■ **Data for analysis**:
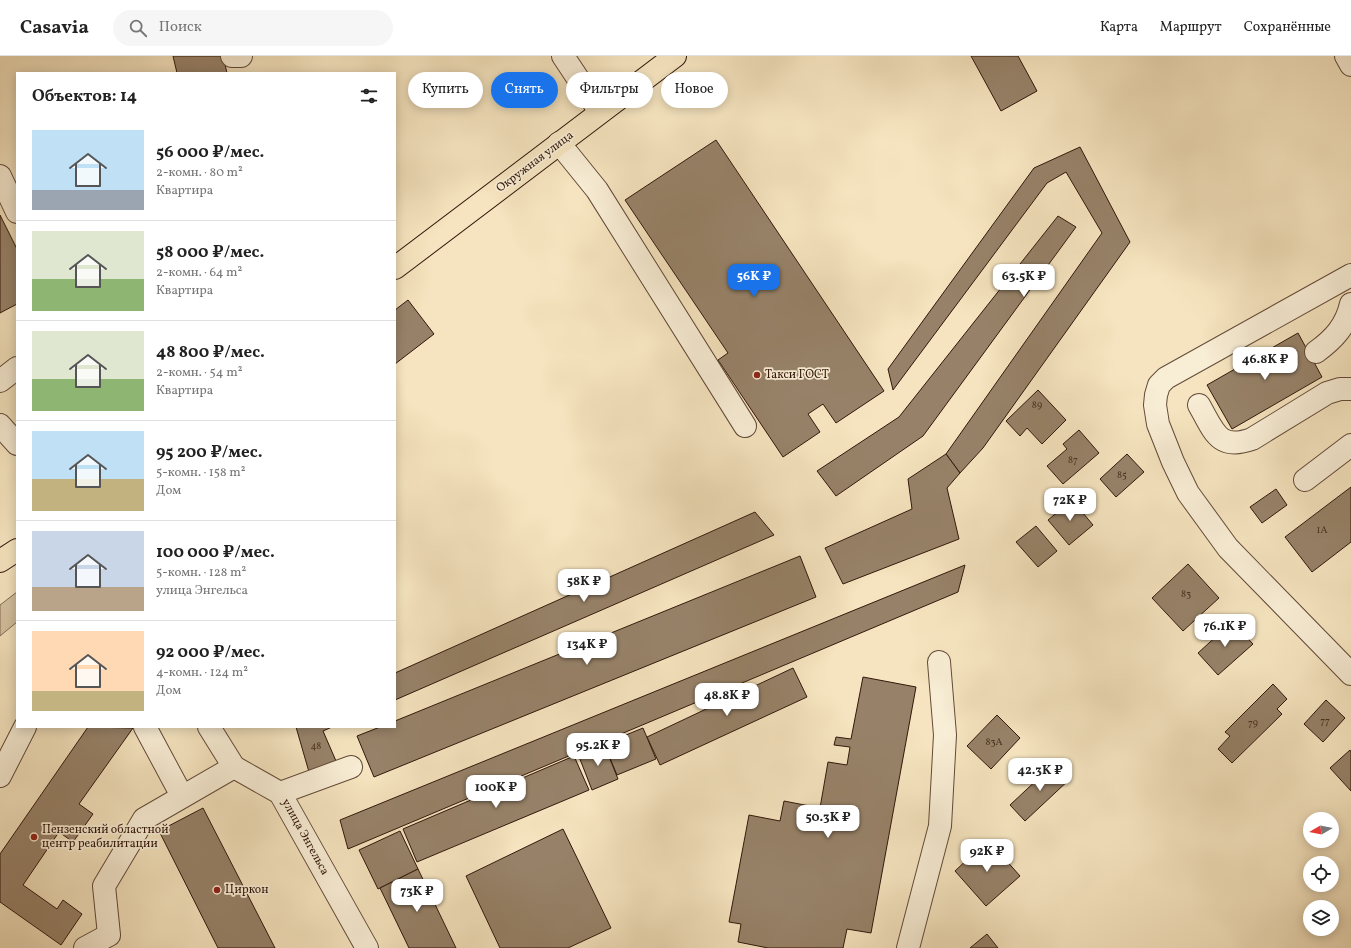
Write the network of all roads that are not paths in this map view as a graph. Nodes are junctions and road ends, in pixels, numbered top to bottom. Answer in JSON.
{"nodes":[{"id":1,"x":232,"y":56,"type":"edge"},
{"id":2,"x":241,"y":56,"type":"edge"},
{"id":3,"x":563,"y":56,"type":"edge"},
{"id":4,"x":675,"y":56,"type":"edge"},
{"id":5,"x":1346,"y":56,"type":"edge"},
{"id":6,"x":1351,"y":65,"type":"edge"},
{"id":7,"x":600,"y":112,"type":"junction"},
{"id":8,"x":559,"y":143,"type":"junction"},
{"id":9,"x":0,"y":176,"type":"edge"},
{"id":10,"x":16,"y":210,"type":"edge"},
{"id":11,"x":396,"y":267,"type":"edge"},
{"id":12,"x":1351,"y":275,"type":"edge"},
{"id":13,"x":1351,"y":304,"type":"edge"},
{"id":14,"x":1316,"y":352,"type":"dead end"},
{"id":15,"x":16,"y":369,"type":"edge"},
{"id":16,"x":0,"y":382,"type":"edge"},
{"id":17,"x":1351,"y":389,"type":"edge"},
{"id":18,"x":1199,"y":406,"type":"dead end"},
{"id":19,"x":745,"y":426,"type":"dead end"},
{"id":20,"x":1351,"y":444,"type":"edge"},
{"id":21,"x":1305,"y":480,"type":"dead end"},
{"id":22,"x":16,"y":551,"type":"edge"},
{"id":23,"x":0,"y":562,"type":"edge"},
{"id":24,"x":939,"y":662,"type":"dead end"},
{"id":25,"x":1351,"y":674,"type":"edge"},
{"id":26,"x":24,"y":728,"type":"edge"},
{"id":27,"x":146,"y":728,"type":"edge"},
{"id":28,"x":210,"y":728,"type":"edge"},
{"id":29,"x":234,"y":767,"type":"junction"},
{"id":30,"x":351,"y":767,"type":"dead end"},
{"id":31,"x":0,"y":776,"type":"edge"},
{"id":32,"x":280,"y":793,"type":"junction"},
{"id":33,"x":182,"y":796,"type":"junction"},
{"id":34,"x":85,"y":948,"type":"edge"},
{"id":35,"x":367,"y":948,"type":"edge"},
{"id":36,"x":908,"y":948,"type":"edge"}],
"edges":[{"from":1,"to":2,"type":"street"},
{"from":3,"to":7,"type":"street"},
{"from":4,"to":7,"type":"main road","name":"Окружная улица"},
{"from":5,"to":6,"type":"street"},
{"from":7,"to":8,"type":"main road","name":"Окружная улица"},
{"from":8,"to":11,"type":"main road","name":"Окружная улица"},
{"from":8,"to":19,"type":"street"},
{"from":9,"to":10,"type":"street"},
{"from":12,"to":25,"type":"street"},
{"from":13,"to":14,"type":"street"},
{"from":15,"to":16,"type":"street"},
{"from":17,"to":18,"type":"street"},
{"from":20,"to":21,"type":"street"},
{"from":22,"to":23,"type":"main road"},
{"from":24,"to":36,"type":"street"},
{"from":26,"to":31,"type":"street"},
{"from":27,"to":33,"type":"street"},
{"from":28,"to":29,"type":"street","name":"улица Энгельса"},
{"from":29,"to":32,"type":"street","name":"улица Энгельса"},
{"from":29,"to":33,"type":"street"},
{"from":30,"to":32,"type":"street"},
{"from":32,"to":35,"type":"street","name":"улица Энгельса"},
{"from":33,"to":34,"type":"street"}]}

■ **Aim of the exercise**:
From the records above, pick out and copy each line holding the word "dead".

■ **Exercise result**:
{"id":14,"x":1316,"y":352,"type":"dead end"},
{"id":18,"x":1199,"y":406,"type":"dead end"},
{"id":19,"x":745,"y":426,"type":"dead end"},
{"id":21,"x":1305,"y":480,"type":"dead end"},
{"id":24,"x":939,"y":662,"type":"dead end"},
{"id":30,"x":351,"y":767,"type":"dead end"},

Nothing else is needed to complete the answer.